For starters the school has both Japanese and international students creating a cross-cultural experience for each and every child. Through this experience the children are becoming more broad-minded and tolerant of the differences we all possess. Additionally, in the school they go over a new set of countries every few weeks in order to continue to broaden the minds of the children in attendance. Discussing the different customs, languages, religions and struggles of the various countries.
One area where I found to be the most interesting was the first report card we received. Our children were not only graded on mathematics and language arts but also on “personal goals”. These personal goals include morality, cooperation, respect, adaptability, and thoughtfulness. This immediately made me think of the recent talks of ethical global leadership. “Leading in a manner that respects the rights and dignity of others” (Resick, et al., 2006, p. 2), is one definition of ethical leadership. Resick, et al, goes on to define six key attributes for ethical leadership, character and integrity, ethical awareness, community/people-orientation, motivating, encouraging and empowering, and manager ethical accountability. While the children’s reports are not using these exact key attributes many of the ones used cross over to these key attributes.

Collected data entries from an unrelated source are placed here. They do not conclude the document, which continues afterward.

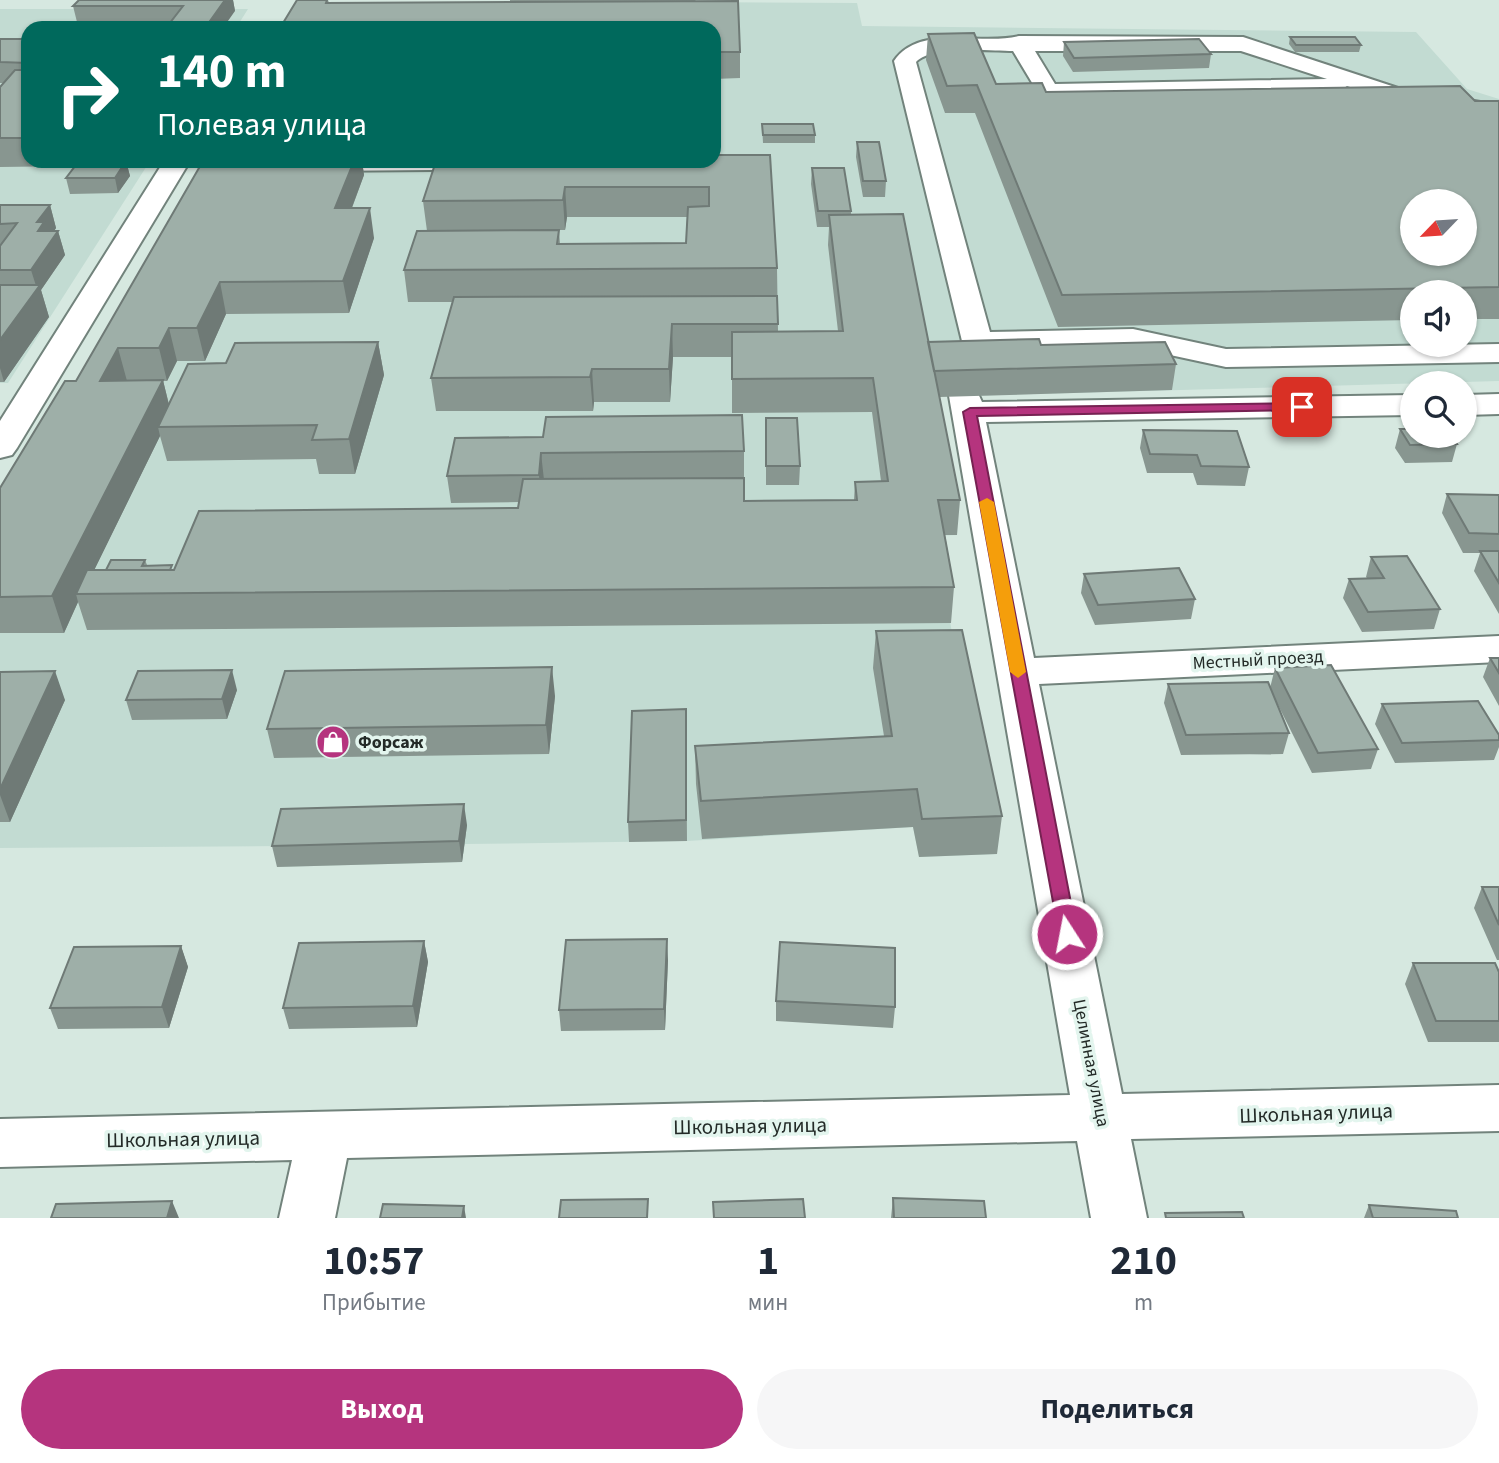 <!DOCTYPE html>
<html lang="ru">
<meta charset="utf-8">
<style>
:root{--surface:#fff;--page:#f6f6f7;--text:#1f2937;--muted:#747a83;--accent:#b5347e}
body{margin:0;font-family:"Source Sans 3",sans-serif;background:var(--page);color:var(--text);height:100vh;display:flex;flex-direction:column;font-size:26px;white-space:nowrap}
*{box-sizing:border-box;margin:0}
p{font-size:23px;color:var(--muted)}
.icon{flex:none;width:38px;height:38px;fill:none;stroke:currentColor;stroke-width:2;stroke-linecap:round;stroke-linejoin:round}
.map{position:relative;height:1218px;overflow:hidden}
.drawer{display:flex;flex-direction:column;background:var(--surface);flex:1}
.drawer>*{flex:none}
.guide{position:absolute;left:21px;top:21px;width:700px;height:147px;border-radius:21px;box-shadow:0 2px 5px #0004;background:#00695c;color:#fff;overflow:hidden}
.needle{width:46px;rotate:245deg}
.tools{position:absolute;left:1400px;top:189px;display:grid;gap:14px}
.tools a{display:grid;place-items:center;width:77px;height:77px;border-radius:50%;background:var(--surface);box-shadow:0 2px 5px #0004;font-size:35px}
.pin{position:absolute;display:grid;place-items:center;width:60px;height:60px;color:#fff;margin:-30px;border-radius:14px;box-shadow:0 4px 10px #0006}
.me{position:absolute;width:77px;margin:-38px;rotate:349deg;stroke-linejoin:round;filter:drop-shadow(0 0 5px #0008)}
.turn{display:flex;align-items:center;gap:24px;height:147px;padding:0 21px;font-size:32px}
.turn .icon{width:91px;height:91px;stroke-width:2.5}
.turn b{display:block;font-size:49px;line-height:60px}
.eta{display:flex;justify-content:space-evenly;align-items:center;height:119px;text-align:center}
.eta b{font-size:42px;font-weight:700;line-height:49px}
.primary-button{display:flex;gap:14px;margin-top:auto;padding:14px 21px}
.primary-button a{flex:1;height:80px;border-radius:42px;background:var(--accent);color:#fff;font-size:28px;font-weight:700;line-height:80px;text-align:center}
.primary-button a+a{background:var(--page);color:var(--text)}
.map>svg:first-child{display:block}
</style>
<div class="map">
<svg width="1499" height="1218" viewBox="0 0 1499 1218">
<rect width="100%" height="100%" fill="#d6e8e0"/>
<path fill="#c2dbd2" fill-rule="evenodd" d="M 526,1 L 857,3 L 862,26 L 1416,32 L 1467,89 L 1499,99 L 1499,381 L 931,397 L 957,535 L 935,536 L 958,667 L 997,854 L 919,857 L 913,827 L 687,841 L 465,844 L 462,862 L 277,867 L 281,846 L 0,848 L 0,543 L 225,161 L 714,161 L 714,28 L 457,4 ZM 1412,201 L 1465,201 L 1465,254 L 1412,254 ZM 1412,292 L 1465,292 L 1465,345 L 1412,345 Z
M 0,9 L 248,9 L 236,28 L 28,28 L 28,161 L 150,161 L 8,383 L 0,383 Z"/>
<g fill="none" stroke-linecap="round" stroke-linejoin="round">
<defs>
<path id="minor" d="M 1019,36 L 1243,37 L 1401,89 L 1499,105 L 1499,119 L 1397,102 L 1347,86 L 1336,93 L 1048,98 L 1040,96 L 1013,51 C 991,51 931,45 916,62 L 990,332 L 1133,329 L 1226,349 L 1499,344 L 1499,362 L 1226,367 L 1133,347 L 986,350 L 966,347 L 962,341 L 894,61 C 920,23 981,46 1019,36 ZM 1035,51 L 1241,51 L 1327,79 L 1055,84 Z
M 164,161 L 190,161 L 17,448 L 12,455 L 0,458 L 0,421 Z
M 300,161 L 445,161 L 446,162 L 442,167 L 433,170 L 311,171 L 302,168 Z
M 965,386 L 976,389 L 982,402 L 1412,395 L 1412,415 L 986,422 L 1034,658 L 1499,636 L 1499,662 L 1039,684 L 1122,1094 L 1499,1085 L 1499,1131 L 1131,1139 L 1147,1218 L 1091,1218 L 1077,1141 L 347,1158 L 335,1218 L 279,1218 L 292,1160 L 0,1167 L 0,1119 L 1070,1095 L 949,396 L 954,389 Z
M 1499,394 L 1499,414 L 1465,415 L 1465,395 Z"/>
</defs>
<use href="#minor" stroke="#72837c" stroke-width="4"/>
<use href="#minor" fill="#fff" fill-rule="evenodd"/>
</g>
<path fill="#889690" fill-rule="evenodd" d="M 233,0 L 235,11 L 168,26 L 78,26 L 73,6 Z
M 297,0 L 328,0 L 329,3 L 510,2 L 510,0 L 695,0 L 740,52 L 740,78 L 714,79 L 714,28 L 280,28 Z
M 928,34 L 996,84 L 1046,92 L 1499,101 L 1499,319 L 1465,319 L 1465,292 L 1412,292 L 1412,320 L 1058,327 L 975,113 L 945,113 L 926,60 Z
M 1290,37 L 1361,45 L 1359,52 L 1295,52 L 1289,44 Z
M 0,39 L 28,39 L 28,161 L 78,161 L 75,166 L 0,167 L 0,87 L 4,83 L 0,83 Z
M 1064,42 L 1211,54 L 1209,68 L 1073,72 L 1063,56 Z
M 762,124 L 815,135 L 815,143 L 763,143 Z
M 857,142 L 886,181 L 885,197 L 863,197 L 856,157 Z
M 79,161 L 145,161 L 143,165 L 127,165 L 130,176 L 118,193 L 70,194 L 66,178 Z
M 203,161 L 362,161 L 364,175 L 352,208 L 374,238 L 349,313 L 226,314 L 205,361 L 177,361 L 167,381 L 163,381 L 169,404 L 226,363 L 378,342 L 384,375 L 355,474 L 319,474 L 316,459 L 167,461 L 160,436 L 94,570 L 106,570 L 145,560 L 147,565 L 174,570 L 518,508 L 519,502 L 451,503 L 447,476 L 455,438 L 744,451 L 744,501 L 854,500 L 855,482 L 881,481 L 872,412 L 732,413 L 732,357 L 673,357 L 670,402 L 594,402 L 593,411 L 436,411 L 431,378 L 453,302 L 408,302 L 404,270 L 427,231 L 423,201 L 714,161 L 777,268 L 778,332 L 838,331 L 828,245 L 829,227 L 817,227 L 811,184 L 812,168 L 851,211 L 851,215 L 928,342 L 1041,345 L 1176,364 L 1172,390 L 939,397 L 960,500 L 957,535 L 945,535 L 954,587 L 951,623 L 87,630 L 78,602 L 64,633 L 0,633 L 0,488 L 76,381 ZM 567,217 L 687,217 L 686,243 L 560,244 L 559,230 L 565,230 Z
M 0,205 L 50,205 L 56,228 L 54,231 L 58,231 L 65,255 L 41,290 L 49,317 L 4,382 L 0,382 Z
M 766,418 L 800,466 L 799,485 L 766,485 Z
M 1400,429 L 1457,444 L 1452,462 L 1405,463 L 1395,448 Z
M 1143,430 L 1249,467 L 1245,486 L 1197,485 L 1193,473 L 1147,473 L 1140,448 Z
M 1447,494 L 1499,495 L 1499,614 L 1474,571 L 1480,553 L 1463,553 L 1442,513 Z
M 1371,557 L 1440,609 L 1434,629 L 1362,632 L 1343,598 L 1349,579 L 1367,578 L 1366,577 Z
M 1084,574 L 1195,599 L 1191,619 L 1095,625 L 1081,593 Z
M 876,631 L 1002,816 L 997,854 L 919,857 L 913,827 L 702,839 L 696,784 L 695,746 L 884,736 L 873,668 Z
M 1490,658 L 1499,658 L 1499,706 L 1483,677 Z
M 1275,668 L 1378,749 L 1371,769 L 1312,773 L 1270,689 L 1289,733 L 1283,754 L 1181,755 L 1164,703 L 1168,684 L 1270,688 Z
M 0,672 L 65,700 L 10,822 L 0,822 Z
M 237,690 L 227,719 L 132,720 L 126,700 Z
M 555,696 L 549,754 L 274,758 L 267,729 Z
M 1382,704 L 1499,735 L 1499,747 L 1494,760 L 1395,763 L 1375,724 Z
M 686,709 L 687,841 L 629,842 L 628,822 Z
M 467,825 L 462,862 L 277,867 L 272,846 Z
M 1482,887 L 1499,887 L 1499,960 L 1497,960 L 1474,908 Z
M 424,941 L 428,962 L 417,1027 L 289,1029 L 283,1008 Z
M 181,946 L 188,967 L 169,1028 L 58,1029 L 50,1008 Z
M 668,960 L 665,1030 L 561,1031 L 559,1010 Z
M 1413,963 L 1499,972 L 1499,1042 L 1428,1042 L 1405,984 Z
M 776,1001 L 895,1007 L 893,1028 L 776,1021 Z
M 893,1198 L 986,1218 L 891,1218 Z
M 1369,1205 L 1458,1218 L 1364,1218 Z"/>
<path fill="#6f7a76" d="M 225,0 L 233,0 L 235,11 L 223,28 L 205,28 Z
M 126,161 L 130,176 L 118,193 L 115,178 Z
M 354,161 L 362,161 L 364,175 L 340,239 L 335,208 Z
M 565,187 L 567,217 L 565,230 L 563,200 Z
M 50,205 L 56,228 L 49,239 L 58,231 L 65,255 L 41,290 L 49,317 L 4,382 L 0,368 L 0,340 L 37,289 L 31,270 L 38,231 L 37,222 Z
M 370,208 L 374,238 L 349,313 L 343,281 Z
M 220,282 L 226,314 L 205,361 L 197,328 Z
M 672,324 L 673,357 L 670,402 L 669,369 Z
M 169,328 L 177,361 L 167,381 L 159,348 Z
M 378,342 L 384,375 L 355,474 L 349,439 Z
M 118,348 L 127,381 L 100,381 Z
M 592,369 L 594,402 L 593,411 L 590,377 Z
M 163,380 L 171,414 L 158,427 L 160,436 L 83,593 L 76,594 L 78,602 L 64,633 L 52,596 Z
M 541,453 L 544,480 L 541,502 L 539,475 Z
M 552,667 L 555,696 L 549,754 L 546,725 Z
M 232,670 L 237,690 L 227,719 L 222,699 Z
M 55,671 L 65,700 L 10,822 L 0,795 L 0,789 Z
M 464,804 L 467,825 L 462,862 L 459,841 Z
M 667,939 L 668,960 L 665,1030 L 664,1009 Z
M 424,941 L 428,962 L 417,1027 L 413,1006 Z
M 181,946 L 188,967 L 169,1028 L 162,1007 Z
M 172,1201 L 179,1218 L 167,1218 Z
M 464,1206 L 466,1218 L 462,1218 Z"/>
<path fill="#9eafa8" stroke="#6f7a76" stroke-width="2" fill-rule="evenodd" d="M 79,0 L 225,0 L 205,28 L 166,28 L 183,6 L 73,6 Z
M 297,0 L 327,0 L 326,3 L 738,1 L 740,52 L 714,52 L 714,28 L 280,28 Z
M 974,33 L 996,84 L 1042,83 L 1046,92 L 1460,86 L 1475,101 L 1499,101 L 1499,287 L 1062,295 L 977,85 L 947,86 L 928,34 ZM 1412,201 L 1465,201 L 1465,254 L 1412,254 Z
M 1290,37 L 1355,37 L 1361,45 L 1296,45 Z
M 0,39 L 28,39 L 28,63 L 0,62 Z
M 1199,39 L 1211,54 L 1074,58 L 1064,42 Z
M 15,70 L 28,70 L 28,138 L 0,138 L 0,87 Z
M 762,124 L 813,124 L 815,135 L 763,135 Z
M 857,142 L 879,142 L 886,181 L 863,181 Z
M 714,155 L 770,155 L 777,268 L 404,270 L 417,231 L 559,230 L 557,244 L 686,243 L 688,207 L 709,206 L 709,187 L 565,187 L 563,200 L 423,201 L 436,161 L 714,161 Z
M 79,161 L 126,161 L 115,178 L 66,178 Z
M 203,161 L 354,161 L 335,208 L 370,208 L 343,281 L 220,282 L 197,328 L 169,328 L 159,348 L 118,348 L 100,381 L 163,380 L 52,596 L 0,597 L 0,488 L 65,381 L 76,381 Z
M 812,168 L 844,168 L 851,211 L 818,211 Z
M 0,205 L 50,205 L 37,222 L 44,222 L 38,231 L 58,231 L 31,270 L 0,270 L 0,246 L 17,223 L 0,224 Z
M 903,214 L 960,500 L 938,500 L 954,587 L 76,594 L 87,570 L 174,570 L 199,511 L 518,508 L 523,479 L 744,478 L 744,501 L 857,500 L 855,482 L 888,481 L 873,378 L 732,379 L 732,332 L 843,331 L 829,215 Z
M 0,285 L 40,285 L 0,340 Z
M 777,296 L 778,324 L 672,324 L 669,369 L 592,369 L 590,377 L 431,378 L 454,297 Z
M 1039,339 L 1041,345 L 1165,342 L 1176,364 L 934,371 L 928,342 Z
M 378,342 L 349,439 L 312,440 L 317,425 L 158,427 L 188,364 L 226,363 L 235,343 Z
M 742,415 L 744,451 L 541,453 L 539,475 L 447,476 L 455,438 L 543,437 L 546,417 Z
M 766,418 L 797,418 L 800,466 L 766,466 Z
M 1400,429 L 1412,429 L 1412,436 L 1452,436 L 1457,444 L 1410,445 Z
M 1143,430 L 1237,431 L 1249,467 L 1201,466 L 1197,455 L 1150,454 Z
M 1447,494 L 1499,495 L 1499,534 L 1469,533 Z
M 1480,551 L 1499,551 L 1499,583 Z
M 1407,556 L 1440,609 L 1368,612 L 1349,579 L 1384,578 L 1371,557 Z
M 111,560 L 145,560 L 142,566 L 172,565 L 170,570 L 106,570 Z
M 1179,568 L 1195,599 L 1098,605 L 1084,574 Z
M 962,630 L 1002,816 L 922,819 L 917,789 L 701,801 L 695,746 L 892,736 L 876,631 Z
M 1490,658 L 1499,658 L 1499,673 Z
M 1331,665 L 1378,749 L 1318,753 L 1275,668 Z
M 552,667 L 546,725 L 267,729 L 285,671 Z
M 232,670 L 222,699 L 126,700 L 138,671 Z
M 55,671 L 0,789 L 0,672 Z
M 1268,682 L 1289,733 L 1186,735 L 1168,684 Z
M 1478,701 L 1499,735 L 1499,740 L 1402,743 L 1382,704 Z
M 686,709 L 686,820 L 628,822 L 632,711 Z
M 464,804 L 459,841 L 272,846 L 281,809 Z
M 1482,887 L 1499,887 L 1499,925 Z
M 667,939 L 664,1009 L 559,1010 L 566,940 Z
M 424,941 L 413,1006 L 283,1008 L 299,943 Z
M 780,942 L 895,948 L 895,1007 L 776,1001 Z
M 181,946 L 162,1007 L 50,1008 L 74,947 Z
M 1413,963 L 1495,963 L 1499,972 L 1499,1021 L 1436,1021 Z
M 893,1198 L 984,1201 L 986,1218 L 894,1218 Z
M 648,1199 L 647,1218 L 559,1218 L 561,1200 Z
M 803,1199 L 805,1218 L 714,1218 L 713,1202 Z
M 172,1201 L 167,1218 L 51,1218 L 56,1204 Z
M 383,1204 L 464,1206 L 462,1218 L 380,1218 Z
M 1369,1205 L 1456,1211 L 1458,1218 L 1373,1218 Z
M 1242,1212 L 1244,1218 L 1166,1218 L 1165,1213 Z"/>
<path fill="#b5347e" stroke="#762252" stroke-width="2" d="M 1302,403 L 1308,407 L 1306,410 L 977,416 L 1077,934 L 1074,940 L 1060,940 L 963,412 L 970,408 Z"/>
<path fill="#f59e0b" d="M 987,498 L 994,502 L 1026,672 L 1018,678 L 1010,672 L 979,502 Z"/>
<defs>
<symbol id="shop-disc" viewBox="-11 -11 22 22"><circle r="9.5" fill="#b5347e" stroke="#e3f5ee"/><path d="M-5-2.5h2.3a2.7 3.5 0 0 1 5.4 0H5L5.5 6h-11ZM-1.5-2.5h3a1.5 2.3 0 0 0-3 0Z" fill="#fff"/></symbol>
</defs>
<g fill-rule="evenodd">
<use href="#shop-disc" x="314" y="723" width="38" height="38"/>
</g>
<g text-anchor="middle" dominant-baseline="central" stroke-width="7" stroke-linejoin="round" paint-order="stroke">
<g font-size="18" fill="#232a27" stroke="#e3f5ee">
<text transform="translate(1258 660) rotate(-3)">Местный проезд</text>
<text transform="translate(1091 1063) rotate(79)">Целинная улица</text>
</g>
<g font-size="18" font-weight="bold" fill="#232a27" stroke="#e3f5ee" text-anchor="start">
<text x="358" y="742">Форсаж</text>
</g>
<g font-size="21" fill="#232a27" stroke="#e3f5ee">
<text transform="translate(1316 1113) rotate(-2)">Школьная улица</text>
<text transform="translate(750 1126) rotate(-1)">Школьная улица</text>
<text transform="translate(183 1139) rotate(-1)">Школьная улица</text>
</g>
</g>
</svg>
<div class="tools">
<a><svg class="needle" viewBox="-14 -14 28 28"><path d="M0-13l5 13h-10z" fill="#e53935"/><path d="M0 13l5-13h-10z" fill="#747a83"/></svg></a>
<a><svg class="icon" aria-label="sound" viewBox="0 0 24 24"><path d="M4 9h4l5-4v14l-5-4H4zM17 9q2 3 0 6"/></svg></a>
<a><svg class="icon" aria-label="search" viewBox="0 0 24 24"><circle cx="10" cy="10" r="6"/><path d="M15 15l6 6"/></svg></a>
</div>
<div class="pin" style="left:1302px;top:407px;background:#d93025"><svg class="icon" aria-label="arrive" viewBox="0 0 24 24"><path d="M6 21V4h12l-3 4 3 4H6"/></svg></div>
<svg class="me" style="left:1067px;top:934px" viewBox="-20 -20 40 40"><circle r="17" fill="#b5347e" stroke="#fff" stroke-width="3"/><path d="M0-11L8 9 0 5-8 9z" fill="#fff"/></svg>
<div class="guide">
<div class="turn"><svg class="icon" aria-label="right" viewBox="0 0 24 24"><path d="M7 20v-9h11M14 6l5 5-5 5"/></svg><div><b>140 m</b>Полевая улица</div></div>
</div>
</div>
<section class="drawer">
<div class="eta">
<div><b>10:57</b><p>Прибытие</p></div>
<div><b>1</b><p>мин</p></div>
<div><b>210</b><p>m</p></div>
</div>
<div class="primary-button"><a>Выход</a><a>Поделиться</a></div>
</section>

In Japanese schools’ moral education is part of the curriculum. It is required that throughout the daily lessons the children are taught orderliness, mindfulness, hard work, fairness and harmony. Many of these qualities you may notice cross over from Bushido, a series of values. Bushido values include justice, courage, benevolence, politeness, veracity/sincerity, honor, loyalty and self-control. These ethical commitments are part of the strategic thinking among those in Japan in addition to Western practices that have had influence as well. The combination of the western curriculum and the Japanese values have created a school with a vision of creating ethical, culturally aware global leaders.